Stored data:
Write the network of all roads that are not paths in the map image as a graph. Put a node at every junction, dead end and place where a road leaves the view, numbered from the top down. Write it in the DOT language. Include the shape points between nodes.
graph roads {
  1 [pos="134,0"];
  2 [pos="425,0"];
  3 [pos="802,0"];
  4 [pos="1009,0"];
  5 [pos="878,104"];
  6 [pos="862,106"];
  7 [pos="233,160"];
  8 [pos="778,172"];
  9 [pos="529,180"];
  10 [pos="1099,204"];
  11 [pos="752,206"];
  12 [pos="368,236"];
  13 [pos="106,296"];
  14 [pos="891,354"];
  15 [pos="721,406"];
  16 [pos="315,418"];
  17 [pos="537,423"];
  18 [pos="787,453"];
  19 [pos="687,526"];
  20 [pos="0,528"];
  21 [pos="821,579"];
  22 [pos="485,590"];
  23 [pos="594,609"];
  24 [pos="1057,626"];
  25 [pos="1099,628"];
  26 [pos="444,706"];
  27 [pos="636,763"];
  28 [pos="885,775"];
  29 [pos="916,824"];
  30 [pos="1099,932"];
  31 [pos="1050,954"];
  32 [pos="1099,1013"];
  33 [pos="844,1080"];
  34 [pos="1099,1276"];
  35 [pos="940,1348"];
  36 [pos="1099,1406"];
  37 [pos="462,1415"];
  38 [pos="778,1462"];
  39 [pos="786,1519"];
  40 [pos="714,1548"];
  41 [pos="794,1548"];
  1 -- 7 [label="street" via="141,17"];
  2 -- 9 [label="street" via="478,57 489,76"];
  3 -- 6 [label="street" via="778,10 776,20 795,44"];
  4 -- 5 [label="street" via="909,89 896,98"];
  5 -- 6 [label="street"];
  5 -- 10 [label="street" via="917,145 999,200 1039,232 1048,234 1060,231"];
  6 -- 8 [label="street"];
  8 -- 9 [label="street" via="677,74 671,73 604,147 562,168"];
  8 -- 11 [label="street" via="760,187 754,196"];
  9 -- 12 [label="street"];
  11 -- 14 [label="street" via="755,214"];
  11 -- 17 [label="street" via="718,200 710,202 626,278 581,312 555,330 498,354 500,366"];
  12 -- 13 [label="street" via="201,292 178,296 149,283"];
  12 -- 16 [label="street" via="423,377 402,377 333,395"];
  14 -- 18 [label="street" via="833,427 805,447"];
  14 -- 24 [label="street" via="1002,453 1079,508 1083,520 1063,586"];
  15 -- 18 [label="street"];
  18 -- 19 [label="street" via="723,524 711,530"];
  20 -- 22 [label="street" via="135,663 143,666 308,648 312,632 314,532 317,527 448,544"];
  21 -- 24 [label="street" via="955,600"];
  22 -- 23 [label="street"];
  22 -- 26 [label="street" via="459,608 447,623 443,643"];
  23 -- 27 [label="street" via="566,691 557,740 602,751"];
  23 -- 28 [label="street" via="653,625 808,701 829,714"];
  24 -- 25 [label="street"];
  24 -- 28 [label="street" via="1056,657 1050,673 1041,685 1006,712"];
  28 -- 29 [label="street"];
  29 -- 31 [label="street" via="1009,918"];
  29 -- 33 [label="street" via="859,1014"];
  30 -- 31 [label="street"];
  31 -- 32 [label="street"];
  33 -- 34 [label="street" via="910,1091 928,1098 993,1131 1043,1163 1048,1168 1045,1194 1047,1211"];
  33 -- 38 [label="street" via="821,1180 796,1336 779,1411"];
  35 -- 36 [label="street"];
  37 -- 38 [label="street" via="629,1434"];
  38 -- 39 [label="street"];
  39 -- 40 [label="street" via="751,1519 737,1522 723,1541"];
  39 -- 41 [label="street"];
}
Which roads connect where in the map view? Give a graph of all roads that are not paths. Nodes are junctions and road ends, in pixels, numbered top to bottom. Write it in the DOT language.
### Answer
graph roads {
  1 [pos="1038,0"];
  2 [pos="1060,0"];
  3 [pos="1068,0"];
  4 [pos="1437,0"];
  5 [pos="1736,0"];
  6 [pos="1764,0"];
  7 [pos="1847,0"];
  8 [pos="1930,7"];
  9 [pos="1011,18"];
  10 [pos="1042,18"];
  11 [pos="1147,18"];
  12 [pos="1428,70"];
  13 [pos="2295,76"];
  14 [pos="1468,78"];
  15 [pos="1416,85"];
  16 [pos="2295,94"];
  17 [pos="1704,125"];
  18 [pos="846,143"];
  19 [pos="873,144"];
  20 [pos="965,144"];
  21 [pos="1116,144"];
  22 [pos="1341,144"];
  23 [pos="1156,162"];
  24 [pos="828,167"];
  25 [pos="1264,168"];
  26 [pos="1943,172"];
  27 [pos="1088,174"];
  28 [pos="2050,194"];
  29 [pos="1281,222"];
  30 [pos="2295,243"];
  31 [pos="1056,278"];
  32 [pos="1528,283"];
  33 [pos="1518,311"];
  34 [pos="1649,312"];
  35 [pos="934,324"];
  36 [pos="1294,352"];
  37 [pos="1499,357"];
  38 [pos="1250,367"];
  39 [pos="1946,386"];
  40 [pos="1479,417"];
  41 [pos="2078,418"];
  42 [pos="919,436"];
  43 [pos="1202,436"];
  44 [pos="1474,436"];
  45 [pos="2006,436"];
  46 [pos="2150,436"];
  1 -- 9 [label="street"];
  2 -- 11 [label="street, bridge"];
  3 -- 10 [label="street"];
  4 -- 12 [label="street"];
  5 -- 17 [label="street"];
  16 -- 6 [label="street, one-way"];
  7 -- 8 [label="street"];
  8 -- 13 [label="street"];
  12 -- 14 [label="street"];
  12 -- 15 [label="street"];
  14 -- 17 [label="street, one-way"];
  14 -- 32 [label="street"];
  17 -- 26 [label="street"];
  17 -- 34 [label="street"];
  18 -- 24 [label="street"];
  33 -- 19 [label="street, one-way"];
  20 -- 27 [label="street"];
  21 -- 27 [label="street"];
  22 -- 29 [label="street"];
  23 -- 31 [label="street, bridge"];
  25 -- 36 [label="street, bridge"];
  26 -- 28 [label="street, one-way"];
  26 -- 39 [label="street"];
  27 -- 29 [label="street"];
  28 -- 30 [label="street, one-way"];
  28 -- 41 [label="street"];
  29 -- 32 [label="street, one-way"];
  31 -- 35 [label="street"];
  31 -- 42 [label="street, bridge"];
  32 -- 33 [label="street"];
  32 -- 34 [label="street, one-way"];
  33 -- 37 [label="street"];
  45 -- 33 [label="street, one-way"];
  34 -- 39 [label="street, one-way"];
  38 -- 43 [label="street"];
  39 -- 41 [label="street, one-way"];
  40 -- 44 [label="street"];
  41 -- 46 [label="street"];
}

= Problem =
A single number is the whole answer: the number of lines in the entries that include "graph".

= Your solution =
4